| name | jepsen-test |
| description | Run Jepsen-style cluster tests using Maelstrom (lightweight) or full Jepsen (heavyweight) — validates correctness of the deployed gossip-rs system with real network behavior, complementing in-process DST |
| user-invocable | true |
Run Jepsen-Style Cluster Tests
Validate correctness of the deployed gossip-rs system using real network
behavior. This complements in-process deterministic simulation testing (DST)

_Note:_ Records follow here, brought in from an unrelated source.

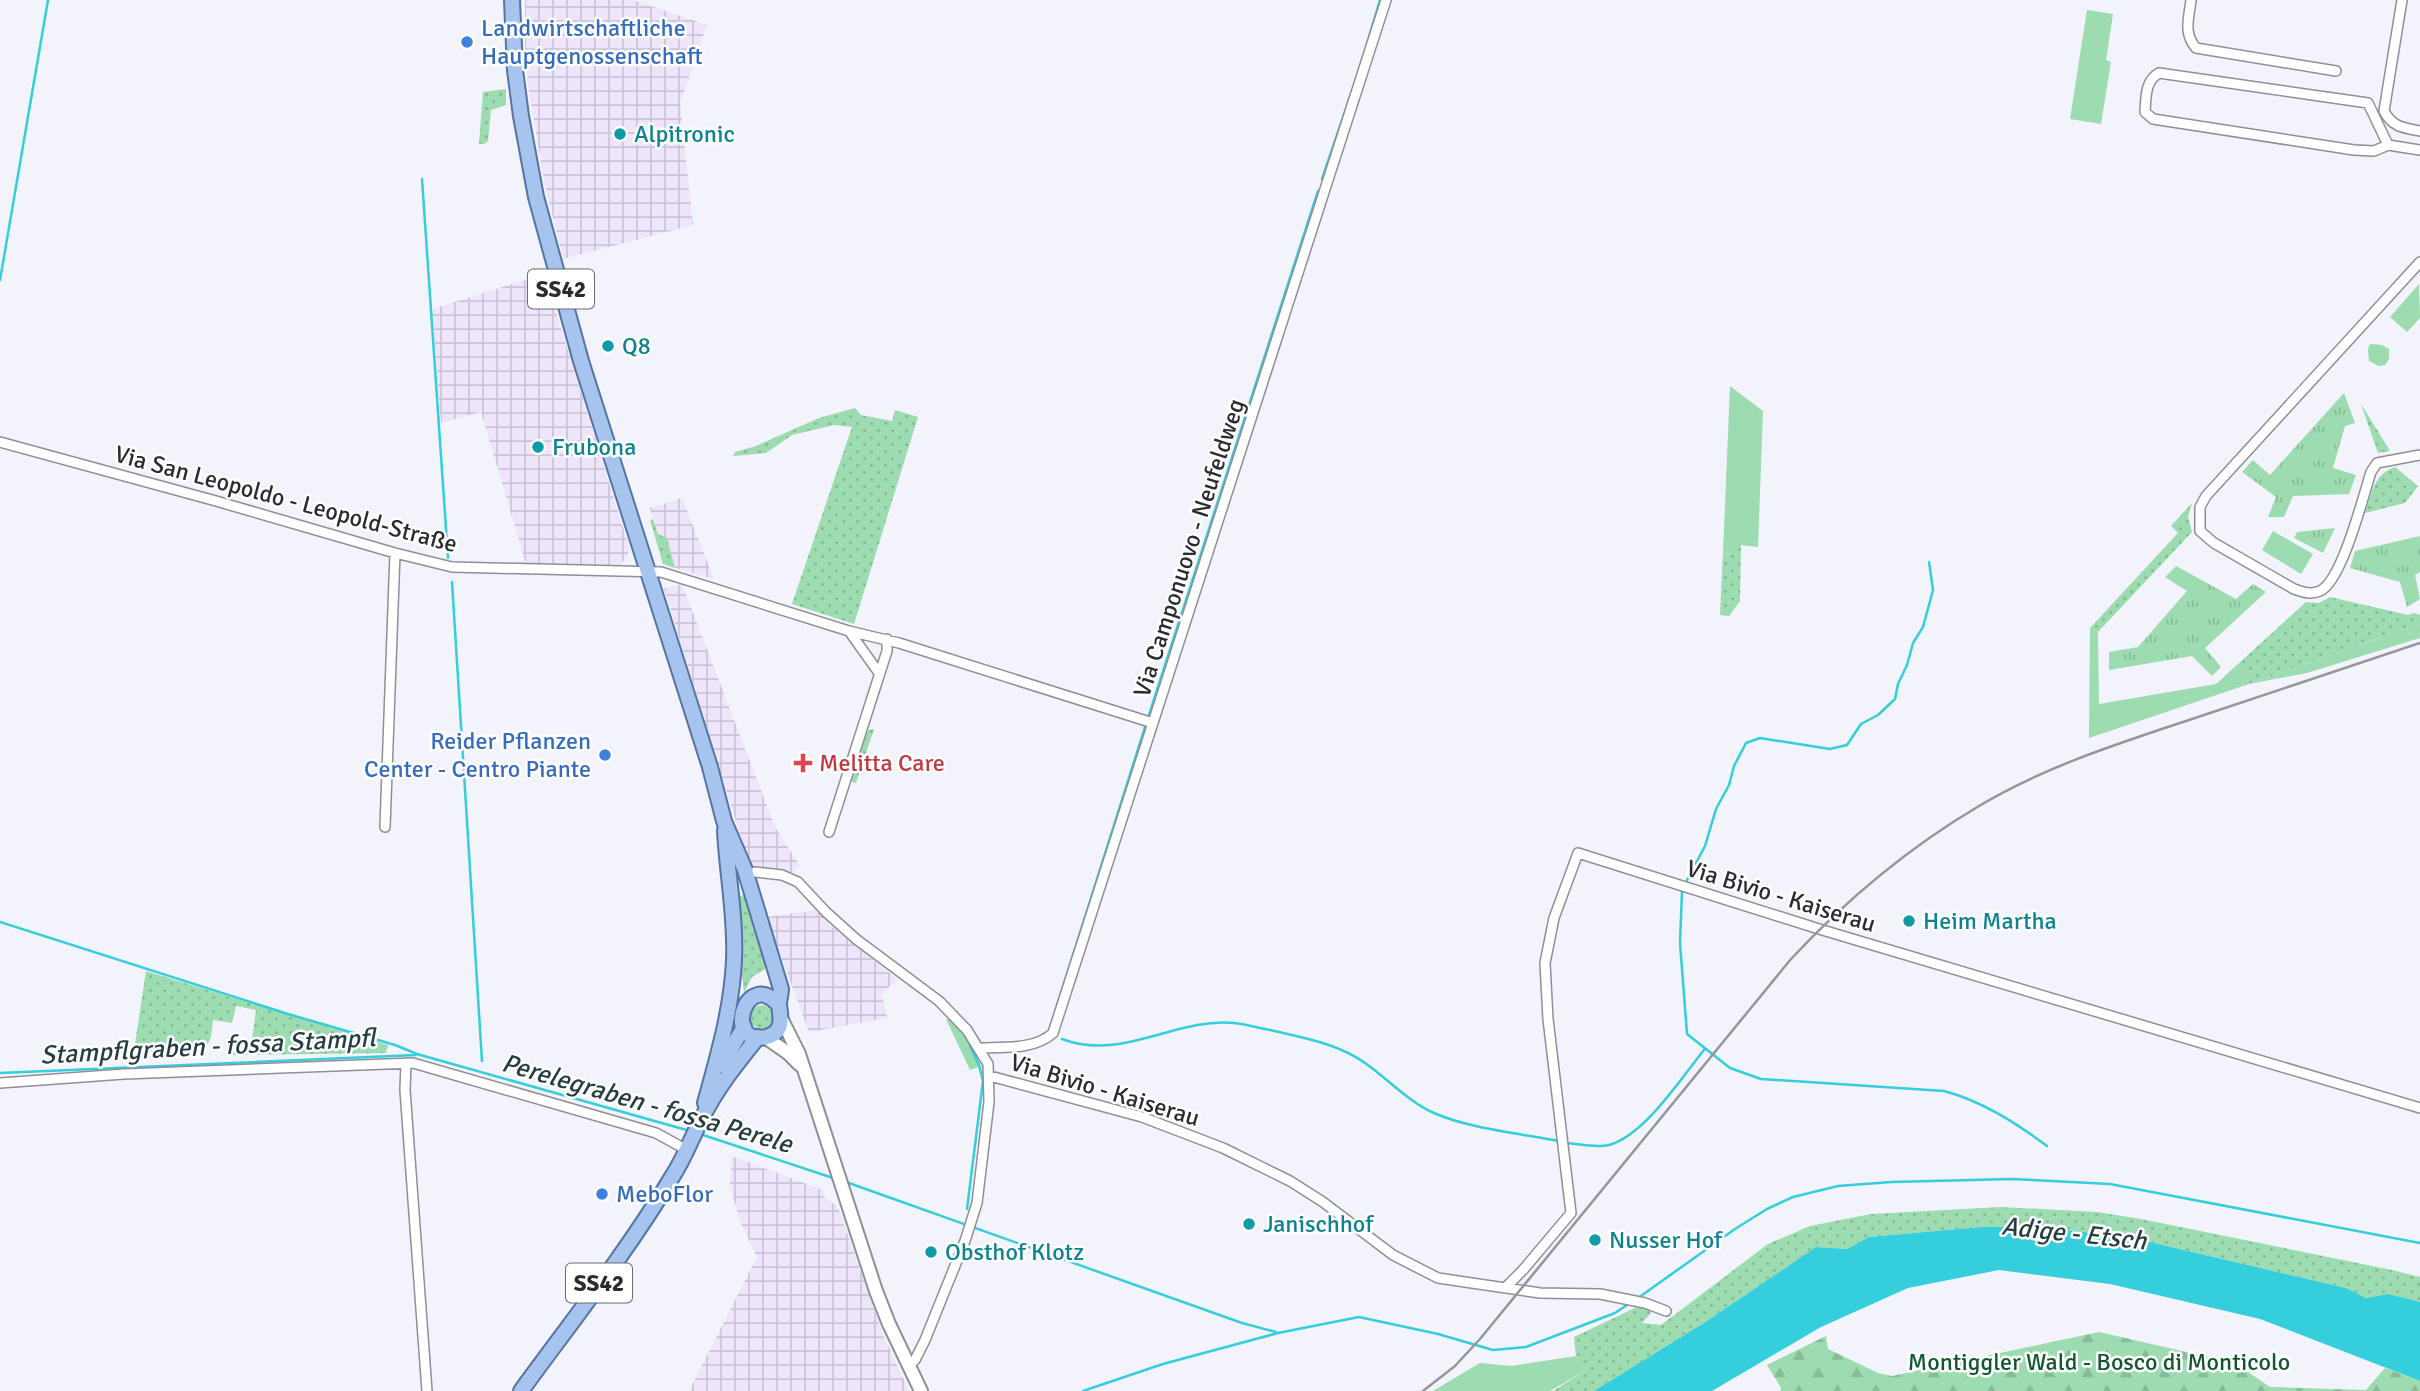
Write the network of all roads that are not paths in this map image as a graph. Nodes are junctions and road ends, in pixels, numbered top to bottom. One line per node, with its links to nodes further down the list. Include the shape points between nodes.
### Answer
1 (512, 0): 13 (main road, SS42, via 520,116 536,197 581,360)
2 (1386, 0): 17 (street, Via Camponuovo - Neufeldweg)
3 (2191, 0): 5 (street, via 2187,30 2196,48)
4 (2402, 0): 6 (street, via 2384,111 2396,126)
5 (2336, 71)
6 (2420, 131)
7 (2389, 145): 7 (street, via 2368,103 2159,73 2147,88 2145,112 2152,119 2354,150 2374,151); 8 (street)
8 (2420, 150)
9 (2420, 262): 11 (street, via 2206,496 2200,507 2200,531 2294,589 2318,592 2339,568 2377,463)
10 (0, 442): 12 (street, Via San Leopoldo - Leopold-Straße)
11 (2420, 455)
12 (395, 553): 13 (street, Via San Leopoldo - Leopold-Straße, via 452,567); 19 (street)
13 (649, 571): 14 (street, Via San Leopoldo - Leopold-Straße); 18 (main road, SS42)
14 (849, 631): 15 (street, Via San Leopoldo - Leopold-Straße); 16 (street)
15 (887, 639): 16 (street); 17 (street, Via San Leopoldo - Leopold-Straße)
16 (879, 673): 20 (street)
17 (1149, 722): 27 (street, Via Camponuovo - Neufeldweg, via 1053,1033 1032,1044)
18 (724, 821): 22 (main road, SS42); 24 (main road, SS42, via 745,870 781,989)
19 (386, 827)
20 (829, 832)
21 (754, 872): 27 (street, via 798,882 856,939 939,1001)
22 (734, 961): 23 (main road, SS42); 33 (main road, SS42, via 720,1050)
23 (745, 1005): 24 (main road, via 764,996 772,998); 25 (main road, SS42, via 741,1013)
24 (781, 1013): 26 (main road, SS42, via 774,1033); 29 (main road)
25 (744, 1027): 26 (main road); 33 (main road, SS42, via 723,1062)
26 (762, 1037): 29 (main road, via 788,1053); 33 (main road, SS42, via 739,1058)
27 (979, 1048): 30 (street)
28 (406, 1063): 31 (street); 34 (street); 38 (street)
29 (805, 1071): 37 (main road, via 876,1292)
30 (990, 1076): 35 (street, Via Bivio - Kaiserau, via 1179,1130 1290,1181 1418,1269 1465,1284); 37 (street, via 971,1223 925,1340)
31 (0, 1083)
32 (2420, 1108): 35 (street, Via Bivio - Kaiserau, via 1578,853 1554,918 1545,964 1571,1213)
33 (702, 1116): 34 (main road, SS42)
34 (690, 1145): 39 (main road, SS42, via 648,1215)
35 (1505, 1287): 36 (street, Via Bivio - Kaiserau, via 1620,1297)
36 (1666, 1311)
37 (909, 1365): 40 (main road)
38 (427, 1391)
39 (521, 1391)
40 (921, 1391)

by testing the actual binary with real (or simulated-real) networking.
Evidence Base
| Source | Principle |
|---|
| Jepsen (jepsen.io) | Found bugs in 30+ production databases; linearizability checking |
| Maelstrom (jepsen-io/maelstrom) | Lightweight Jepsen for protocol testing via stdin/stdout JSON |
| CockroachDB (Jepsen lessons blog) | Automated Jepsen is inherently flaky — design workloads carefully |
| Yuan et al. (OSDI 2014) | 3 nodes suffice for reproducing most distributed failures |
| Jepsen etcd 3.4.3 | Lease/fence failures directly relevant to gossip-rs coordination |
| Jepsen Redis-Raft | Ambiguous failure pattern (succeed but report failure) |
Key insight: DST and Jepsen are complementary, not competing. DST
explores the state space exhaustively in-process with a simulated network.
Jepsen validates the real deployed system with real networking and OS behavior.
When to Use
- After implementing a gossip protocol and wanting to verify convergence
- Before releases to validate coordination correctness under real conditions
- When DST passes but you suspect real networking reveals different bugs
- When testing integration between components (not just protocol logic)
When NOT to Use
- When the gossip protocol doesn't exist yet (use
/sim-scaffold first)
- For testing pure state machine logic (use
/sim-run instead — faster, deterministic)
- For testing detection engine correctness (no distributed aspect)
Two Modes
Mode A: Maelstrom (Lightweight, Development-Time)
Tests the gossip protocol in isolation using Maelstrom's simulated network.
Fast iteration, no infrastructure needed.
Mode B: Full Jepsen (Heavyweight, Pre-Release)
Tests the full deployed system with real SSH, real binaries, real network
partitions. Thorough but slow and potentially flaky.
Default to Mode A unless the user specifically requests Mode B or the
change involves integration between multiple deployed components.
Mode A: Maelstrom
Prerequisites
- Maelstrom binary installed (
brew install maelstrom or from jepsen-io/maelstrom releases)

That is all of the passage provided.